EXERCISE
Below are the records; copy out every line that holds the word "SLATER".
****
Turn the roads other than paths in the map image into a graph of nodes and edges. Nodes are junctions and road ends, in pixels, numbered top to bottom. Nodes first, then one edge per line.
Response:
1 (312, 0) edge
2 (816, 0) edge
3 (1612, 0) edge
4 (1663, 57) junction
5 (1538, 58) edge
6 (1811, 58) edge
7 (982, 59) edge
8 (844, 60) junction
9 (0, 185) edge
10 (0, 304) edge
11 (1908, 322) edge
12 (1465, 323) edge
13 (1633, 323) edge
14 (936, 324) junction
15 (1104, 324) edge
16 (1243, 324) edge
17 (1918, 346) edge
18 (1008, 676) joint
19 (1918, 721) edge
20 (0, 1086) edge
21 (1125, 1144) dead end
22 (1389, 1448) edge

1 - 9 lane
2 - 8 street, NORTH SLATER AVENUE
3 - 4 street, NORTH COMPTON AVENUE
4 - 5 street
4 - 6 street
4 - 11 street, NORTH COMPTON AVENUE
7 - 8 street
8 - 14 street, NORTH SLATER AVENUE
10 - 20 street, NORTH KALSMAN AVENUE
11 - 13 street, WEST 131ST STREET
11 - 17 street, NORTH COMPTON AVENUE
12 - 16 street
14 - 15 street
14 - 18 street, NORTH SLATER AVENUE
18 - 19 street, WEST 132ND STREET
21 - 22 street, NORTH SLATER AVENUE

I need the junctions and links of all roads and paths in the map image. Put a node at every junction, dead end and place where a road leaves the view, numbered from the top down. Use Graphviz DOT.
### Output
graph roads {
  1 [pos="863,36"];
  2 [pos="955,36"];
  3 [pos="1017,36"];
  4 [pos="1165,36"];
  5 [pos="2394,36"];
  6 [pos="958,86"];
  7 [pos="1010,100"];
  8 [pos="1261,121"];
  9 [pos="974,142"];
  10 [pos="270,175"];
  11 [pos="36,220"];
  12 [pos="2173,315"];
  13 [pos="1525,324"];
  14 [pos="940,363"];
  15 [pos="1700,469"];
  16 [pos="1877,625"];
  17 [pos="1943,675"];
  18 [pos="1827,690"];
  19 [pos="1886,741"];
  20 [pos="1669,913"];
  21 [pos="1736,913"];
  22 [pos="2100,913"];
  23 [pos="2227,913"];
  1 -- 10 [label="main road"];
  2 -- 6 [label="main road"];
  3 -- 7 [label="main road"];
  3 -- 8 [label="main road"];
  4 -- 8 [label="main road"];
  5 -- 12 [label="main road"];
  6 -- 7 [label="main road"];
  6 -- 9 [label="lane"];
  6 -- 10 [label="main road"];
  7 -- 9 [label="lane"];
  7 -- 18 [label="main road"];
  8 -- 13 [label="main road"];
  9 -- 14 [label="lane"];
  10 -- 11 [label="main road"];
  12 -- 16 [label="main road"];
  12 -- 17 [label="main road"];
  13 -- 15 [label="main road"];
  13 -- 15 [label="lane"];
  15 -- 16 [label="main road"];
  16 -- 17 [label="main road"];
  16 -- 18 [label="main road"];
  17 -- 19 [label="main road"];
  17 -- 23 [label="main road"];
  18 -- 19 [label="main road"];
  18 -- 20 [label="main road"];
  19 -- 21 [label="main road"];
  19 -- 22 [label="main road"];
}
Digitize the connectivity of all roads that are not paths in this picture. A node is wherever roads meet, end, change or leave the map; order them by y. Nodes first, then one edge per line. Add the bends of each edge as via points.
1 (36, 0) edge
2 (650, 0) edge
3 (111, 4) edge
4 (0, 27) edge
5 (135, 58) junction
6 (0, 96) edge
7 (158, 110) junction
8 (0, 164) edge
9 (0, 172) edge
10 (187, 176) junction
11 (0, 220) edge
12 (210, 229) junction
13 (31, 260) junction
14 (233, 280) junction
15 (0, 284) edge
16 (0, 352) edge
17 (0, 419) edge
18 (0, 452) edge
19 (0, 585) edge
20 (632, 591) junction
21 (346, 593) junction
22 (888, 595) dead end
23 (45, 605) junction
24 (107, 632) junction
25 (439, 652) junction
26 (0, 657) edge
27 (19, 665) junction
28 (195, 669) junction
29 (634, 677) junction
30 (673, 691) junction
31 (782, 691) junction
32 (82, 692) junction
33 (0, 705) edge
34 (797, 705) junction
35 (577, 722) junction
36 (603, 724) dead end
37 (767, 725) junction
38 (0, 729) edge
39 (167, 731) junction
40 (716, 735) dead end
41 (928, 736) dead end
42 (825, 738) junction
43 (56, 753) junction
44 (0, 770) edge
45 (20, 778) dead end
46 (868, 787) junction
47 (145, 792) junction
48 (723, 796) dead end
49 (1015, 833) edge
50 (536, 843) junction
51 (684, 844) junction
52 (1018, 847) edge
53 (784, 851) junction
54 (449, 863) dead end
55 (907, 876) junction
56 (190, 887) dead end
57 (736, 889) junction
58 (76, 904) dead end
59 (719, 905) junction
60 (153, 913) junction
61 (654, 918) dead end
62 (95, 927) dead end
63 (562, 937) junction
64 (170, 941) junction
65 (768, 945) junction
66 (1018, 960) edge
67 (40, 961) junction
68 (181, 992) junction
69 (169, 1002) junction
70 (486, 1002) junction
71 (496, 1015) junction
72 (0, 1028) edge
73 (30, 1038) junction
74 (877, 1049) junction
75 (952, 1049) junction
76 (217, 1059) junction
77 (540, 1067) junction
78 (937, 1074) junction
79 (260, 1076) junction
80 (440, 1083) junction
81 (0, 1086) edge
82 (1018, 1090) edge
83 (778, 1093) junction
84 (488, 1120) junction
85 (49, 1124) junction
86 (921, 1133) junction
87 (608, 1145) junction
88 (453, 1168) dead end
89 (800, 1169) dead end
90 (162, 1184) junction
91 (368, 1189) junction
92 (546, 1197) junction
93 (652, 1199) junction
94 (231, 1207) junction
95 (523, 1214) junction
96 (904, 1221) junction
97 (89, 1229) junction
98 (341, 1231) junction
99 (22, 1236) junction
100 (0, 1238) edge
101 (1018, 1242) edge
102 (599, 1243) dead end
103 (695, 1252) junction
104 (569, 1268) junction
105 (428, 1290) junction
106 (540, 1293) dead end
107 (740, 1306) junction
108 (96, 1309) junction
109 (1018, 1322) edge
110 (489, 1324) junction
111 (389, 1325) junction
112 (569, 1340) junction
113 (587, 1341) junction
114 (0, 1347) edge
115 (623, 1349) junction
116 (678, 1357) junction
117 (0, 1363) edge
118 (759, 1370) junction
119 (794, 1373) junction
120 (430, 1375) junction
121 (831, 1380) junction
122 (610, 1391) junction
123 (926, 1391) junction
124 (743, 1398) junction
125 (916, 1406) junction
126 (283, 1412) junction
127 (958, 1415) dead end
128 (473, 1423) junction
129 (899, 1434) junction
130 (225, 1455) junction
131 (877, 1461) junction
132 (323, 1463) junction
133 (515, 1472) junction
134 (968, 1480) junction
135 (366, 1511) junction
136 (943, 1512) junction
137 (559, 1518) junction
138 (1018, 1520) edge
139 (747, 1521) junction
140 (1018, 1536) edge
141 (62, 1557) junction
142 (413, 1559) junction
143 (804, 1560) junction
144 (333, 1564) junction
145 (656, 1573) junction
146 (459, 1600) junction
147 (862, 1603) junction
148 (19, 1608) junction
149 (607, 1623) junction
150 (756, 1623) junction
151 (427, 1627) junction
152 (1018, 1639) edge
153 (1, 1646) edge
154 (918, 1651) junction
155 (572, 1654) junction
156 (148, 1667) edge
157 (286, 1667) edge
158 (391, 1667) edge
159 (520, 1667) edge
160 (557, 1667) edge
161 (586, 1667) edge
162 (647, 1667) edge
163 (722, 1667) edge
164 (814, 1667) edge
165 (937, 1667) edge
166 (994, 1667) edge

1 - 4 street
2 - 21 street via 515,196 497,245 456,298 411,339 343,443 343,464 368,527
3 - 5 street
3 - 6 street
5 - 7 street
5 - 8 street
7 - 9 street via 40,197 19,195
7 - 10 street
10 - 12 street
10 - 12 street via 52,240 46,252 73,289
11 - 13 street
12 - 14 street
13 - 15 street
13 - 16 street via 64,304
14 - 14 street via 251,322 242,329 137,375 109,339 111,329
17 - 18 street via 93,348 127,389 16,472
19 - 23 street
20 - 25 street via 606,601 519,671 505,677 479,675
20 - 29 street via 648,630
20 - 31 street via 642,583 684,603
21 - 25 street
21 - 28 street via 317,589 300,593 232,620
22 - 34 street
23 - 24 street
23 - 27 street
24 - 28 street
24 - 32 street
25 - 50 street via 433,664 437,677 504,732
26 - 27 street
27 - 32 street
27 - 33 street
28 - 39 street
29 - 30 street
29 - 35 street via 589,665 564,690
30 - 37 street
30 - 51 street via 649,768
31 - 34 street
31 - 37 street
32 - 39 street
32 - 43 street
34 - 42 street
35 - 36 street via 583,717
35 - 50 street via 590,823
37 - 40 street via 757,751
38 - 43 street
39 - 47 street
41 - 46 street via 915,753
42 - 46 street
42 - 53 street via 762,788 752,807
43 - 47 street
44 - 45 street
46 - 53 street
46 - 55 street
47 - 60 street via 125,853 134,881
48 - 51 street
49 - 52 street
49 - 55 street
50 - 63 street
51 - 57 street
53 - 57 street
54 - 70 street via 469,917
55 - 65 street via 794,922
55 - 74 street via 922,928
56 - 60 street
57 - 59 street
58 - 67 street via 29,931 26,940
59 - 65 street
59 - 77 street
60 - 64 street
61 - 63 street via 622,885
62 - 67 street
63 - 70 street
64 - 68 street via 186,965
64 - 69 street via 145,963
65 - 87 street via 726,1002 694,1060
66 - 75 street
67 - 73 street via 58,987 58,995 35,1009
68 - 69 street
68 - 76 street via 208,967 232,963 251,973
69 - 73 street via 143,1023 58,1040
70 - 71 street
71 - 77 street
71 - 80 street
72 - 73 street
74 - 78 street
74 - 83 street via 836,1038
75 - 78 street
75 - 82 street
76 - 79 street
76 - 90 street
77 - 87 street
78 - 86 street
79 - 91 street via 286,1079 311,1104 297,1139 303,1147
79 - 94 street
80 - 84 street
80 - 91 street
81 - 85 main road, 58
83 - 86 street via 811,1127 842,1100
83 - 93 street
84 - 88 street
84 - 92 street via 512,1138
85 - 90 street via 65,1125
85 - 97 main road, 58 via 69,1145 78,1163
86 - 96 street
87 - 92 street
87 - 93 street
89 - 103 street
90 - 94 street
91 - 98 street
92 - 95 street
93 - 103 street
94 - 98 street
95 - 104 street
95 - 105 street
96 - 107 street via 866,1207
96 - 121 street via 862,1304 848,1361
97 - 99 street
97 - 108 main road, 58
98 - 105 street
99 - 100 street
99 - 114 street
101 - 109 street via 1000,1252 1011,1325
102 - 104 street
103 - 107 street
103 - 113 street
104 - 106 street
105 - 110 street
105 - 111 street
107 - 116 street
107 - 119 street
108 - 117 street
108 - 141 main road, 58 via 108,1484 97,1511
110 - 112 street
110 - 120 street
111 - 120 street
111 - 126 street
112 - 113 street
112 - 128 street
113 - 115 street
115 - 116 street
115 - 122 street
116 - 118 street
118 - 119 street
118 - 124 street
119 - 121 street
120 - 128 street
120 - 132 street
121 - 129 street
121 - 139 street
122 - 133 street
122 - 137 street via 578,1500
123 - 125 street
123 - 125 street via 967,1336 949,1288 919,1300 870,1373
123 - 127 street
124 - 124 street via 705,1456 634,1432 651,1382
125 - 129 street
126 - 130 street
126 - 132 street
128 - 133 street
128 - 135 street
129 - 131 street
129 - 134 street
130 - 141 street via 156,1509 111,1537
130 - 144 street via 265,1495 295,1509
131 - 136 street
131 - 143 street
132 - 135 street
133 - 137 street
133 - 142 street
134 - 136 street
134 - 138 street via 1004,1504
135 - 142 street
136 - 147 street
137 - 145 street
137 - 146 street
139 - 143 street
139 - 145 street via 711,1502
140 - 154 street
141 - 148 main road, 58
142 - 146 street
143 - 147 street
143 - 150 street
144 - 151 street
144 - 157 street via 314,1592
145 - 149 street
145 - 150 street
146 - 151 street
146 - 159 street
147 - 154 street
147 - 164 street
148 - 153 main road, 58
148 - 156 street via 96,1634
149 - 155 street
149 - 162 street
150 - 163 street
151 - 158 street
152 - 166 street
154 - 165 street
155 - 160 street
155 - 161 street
****
ANSWER FOR THIS EXERCISE
2 - 8 street, NORTH SLATER AVENUE
8 - 14 street, NORTH SLATER AVENUE
14 - 18 street, NORTH SLATER AVENUE
21 - 22 street, NORTH SLATER AVENUE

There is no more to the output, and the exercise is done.